SUPPLIED MATERIAL:
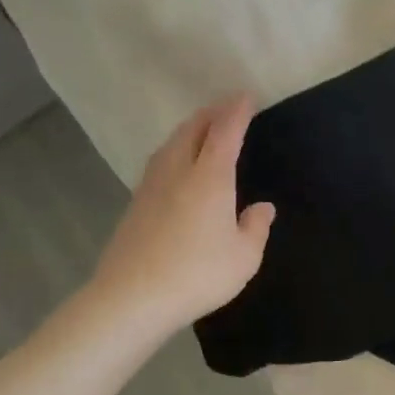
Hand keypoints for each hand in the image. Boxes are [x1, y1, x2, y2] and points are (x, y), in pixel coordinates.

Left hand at [87, 96, 275, 332]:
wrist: (132, 298)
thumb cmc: (198, 274)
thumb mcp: (244, 256)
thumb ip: (256, 227)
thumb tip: (261, 207)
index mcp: (209, 178)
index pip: (225, 132)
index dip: (237, 112)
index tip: (246, 96)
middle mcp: (178, 172)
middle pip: (192, 130)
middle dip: (211, 113)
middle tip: (226, 107)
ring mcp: (151, 187)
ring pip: (171, 144)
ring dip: (189, 129)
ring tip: (202, 129)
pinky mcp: (136, 204)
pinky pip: (159, 162)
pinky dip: (175, 150)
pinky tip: (177, 164)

EXERCISE DIRECTIONS: Repeat exactly, and only, the lines from the one containing "ring dip: (189, 129)" through the last line above.

SOLVED PROBLEM:
ring dip: (189, 129)
ring tip: (202, 129)
pinky mcp: (136, 204)
pinky pip: (159, 162)
pinky dip: (175, 150)
pinky tip: (177, 164)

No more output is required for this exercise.